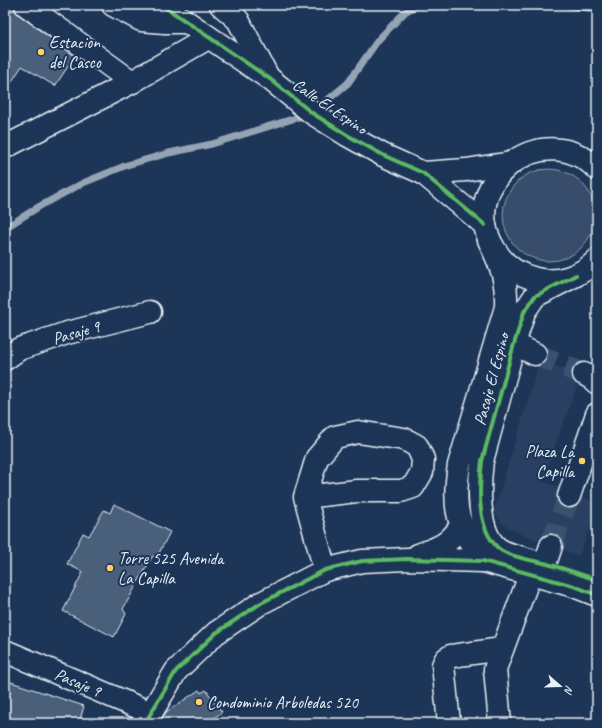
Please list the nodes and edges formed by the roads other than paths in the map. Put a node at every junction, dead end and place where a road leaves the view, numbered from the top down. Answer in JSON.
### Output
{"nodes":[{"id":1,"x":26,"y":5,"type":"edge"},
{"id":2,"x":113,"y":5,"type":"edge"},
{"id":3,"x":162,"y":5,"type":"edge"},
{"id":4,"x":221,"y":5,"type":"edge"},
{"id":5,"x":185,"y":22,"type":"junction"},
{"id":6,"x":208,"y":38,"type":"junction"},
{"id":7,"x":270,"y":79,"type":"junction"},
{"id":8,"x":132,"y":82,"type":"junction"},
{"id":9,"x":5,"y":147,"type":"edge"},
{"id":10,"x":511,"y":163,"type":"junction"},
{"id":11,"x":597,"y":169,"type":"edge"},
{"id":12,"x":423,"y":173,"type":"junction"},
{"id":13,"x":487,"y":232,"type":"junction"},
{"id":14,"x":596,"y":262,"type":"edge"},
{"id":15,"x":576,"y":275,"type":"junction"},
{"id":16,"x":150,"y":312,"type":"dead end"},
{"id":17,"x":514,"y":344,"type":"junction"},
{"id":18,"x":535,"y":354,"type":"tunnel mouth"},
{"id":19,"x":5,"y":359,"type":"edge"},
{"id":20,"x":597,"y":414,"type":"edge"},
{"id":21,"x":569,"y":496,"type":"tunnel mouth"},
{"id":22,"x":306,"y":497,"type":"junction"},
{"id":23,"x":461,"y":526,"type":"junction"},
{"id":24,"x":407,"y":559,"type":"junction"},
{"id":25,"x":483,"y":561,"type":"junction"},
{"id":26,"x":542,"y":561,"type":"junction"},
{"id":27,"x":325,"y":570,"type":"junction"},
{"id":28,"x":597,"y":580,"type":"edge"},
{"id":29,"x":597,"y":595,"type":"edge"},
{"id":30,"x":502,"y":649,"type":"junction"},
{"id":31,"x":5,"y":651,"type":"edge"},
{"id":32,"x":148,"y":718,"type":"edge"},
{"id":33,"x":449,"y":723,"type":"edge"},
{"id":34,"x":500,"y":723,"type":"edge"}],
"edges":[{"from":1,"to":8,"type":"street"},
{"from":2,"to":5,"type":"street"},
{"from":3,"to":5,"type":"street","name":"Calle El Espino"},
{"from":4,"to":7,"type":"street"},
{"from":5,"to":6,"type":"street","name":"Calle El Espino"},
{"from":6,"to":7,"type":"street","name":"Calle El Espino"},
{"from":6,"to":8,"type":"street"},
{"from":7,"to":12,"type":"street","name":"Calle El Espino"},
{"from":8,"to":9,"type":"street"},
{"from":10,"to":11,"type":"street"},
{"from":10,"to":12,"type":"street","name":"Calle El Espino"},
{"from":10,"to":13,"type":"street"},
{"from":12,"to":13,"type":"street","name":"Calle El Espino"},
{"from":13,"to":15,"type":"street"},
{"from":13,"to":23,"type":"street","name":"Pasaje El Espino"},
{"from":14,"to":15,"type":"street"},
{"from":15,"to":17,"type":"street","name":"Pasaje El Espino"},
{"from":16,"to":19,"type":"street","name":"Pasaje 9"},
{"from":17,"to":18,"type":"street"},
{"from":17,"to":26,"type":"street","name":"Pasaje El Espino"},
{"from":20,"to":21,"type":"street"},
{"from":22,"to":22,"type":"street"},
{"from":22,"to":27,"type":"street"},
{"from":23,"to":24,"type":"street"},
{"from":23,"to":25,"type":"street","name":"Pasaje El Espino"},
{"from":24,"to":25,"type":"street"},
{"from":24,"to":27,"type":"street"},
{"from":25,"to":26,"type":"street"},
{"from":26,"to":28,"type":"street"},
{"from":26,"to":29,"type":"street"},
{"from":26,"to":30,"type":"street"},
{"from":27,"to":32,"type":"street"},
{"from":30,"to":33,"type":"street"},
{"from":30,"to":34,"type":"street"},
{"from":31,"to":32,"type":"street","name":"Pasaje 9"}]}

◆ ◆ ◆ ◆

Each record should appear again exactly as it stands, with no picture included.

Solution below:
Please list the nodes and edges formed by the roads other than paths in the map. Put a node at every junction, dead end and place where a road leaves the view, numbered from the top down. Answer in JSON.
### Output
{"nodes":[{"id":1,"x":26,"y":5,"type":"edge"},
{"id":2,"x":113,"y":5,"type":"edge"},
{"id":3,"x":162,"y":5,"type":"edge"},
{"id":4,"x":221,"y":5,"type":"edge"},
{"id":5,"x":185,"y":22,"type":"junction"},
{"id":6,"x":208,"y":38,"type":"junction"},
{"id":7,"x":270,"y":79,"type":"junction"},
{"id":8,"x":132,"y":82,"type":"junction"},
{"id":9,"x":5,"y":147,"type":"edge"},
{"id":10,"x":511,"y":163,"type":"junction"},
{"id":11,"x":597,"y":169,"type":"edge"},
{"id":12,"x":423,"y":173,"type":"junction"},
{"id":13,"x":487,"y":232,"type":"junction"},
{"id":14,"x":596,"y":262,"type":"edge"},
{"id":15,"x":576,"y":275,"type":"junction"},
{"id":16,"x":150,"y":312,"type":"dead end"},
{"id":17,"x":514,"y":344,"type":"junction"},
{"id":18,"x":535,"y":354,"type":"tunnel mouth"},
{"id":19,"x":5,"y":359,"type":"edge"},
{"id":20,"x":597,"y":414,"type":"edge"},
{"id":21,"x":569,"y":496,"type":"tunnel mouth"},
{"id":22,"x":306,"y":497,"type":"junction"},
{"id":23,"x":461,"y":526,"type":"junction"},
{"id":24,"x":407,"y":559,"type":"junction"},
{"id":25,"x":483,"y":561,"type":"junction"},
{"id":26,"x":542,"y":561,"type":"junction"},
{"id":27,"x":325,"y":570,"type":"junction"},
{"id":28,"x":597,"y":580,"type":"edge"},
{"id":29,"x":597,"y":595,"type":"edge"},
{"id":30,"x":502,"y":649,"type":"junction"},
{"id":31,"x":5,"y":651,"type":"edge"},
{"id":32,"x":148,"y":718,"type":"edge"},
{"id":33,"x":449,"y":723,"type":"edge"},
{"id":34,"x":500,"y":723,"type":"edge"}],
"edges":[{"from":1,"to":8,"type":"street"},
{"from":2,"to":5,"type":"street"},
{"from":3,"to":5,"type":"street","name":"Calle El Espino"},
{"from":4,"to":7,"type":"street"},
{"from":5,"to":6,"type":"street","name":"Calle El Espino"},
{"from":6,"to":7,"type":"street","name":"Calle El Espino"},
{"from":6,"to":8,"type":"street"},
{"from":7,"to":12,"type":"street","name":"Calle El Espino"},
{"from":8,"to":9,"type":"street"},
{"from":10,"to":11,"type":"street"},
{"from":10,"to":12,"type":"street","name":"Calle El Espino"},
{"from":10,"to":13,"type":"street"},
{"from":12,"to":13,"type":"street","name":"Calle El Espino"},
{"from":13,"to":15,"type":"street"},
{"from":13,"to":23,"type":"street","name":"Pasaje El Espino"},
{"from":14,"to":15,"type":"street"},
{"from":15,"to":17,"type":"street","name":"Pasaje El Espino"},
{"from":16,"to":19,"type":"street","name":"Pasaje 9"},
{"from":17,"to":18,"type":"street"},
{"from":17,"to":26,"type":"street","name":"Pasaje El Espino"},
{"from":20,"to":21,"type":"street"},
{"from":22,"to":22,"type":"street"},
{"from":22,"to":27,"type":"street"},
{"from":23,"to":24,"type":"street"},
{"from":23,"to":25,"type":"street","name":"Pasaje El Espino"},
{"from":24,"to":25,"type":"street"},
{"from":24,"to":27,"type":"street"},
{"from":25,"to":26,"type":"street"},
{"from":26,"to":28,"type":"street"},
{"from":26,"to":29,"type":"street"},
{"from":26,"to":30,"type":"street"},
{"from":27,"to":32,"type":"street"},
{"from":30,"to":33,"type":"street"},
{"from":30,"to":34,"type":"street"},
{"from":31,"to":32,"type":"street","name":"Pasaje 9"}]}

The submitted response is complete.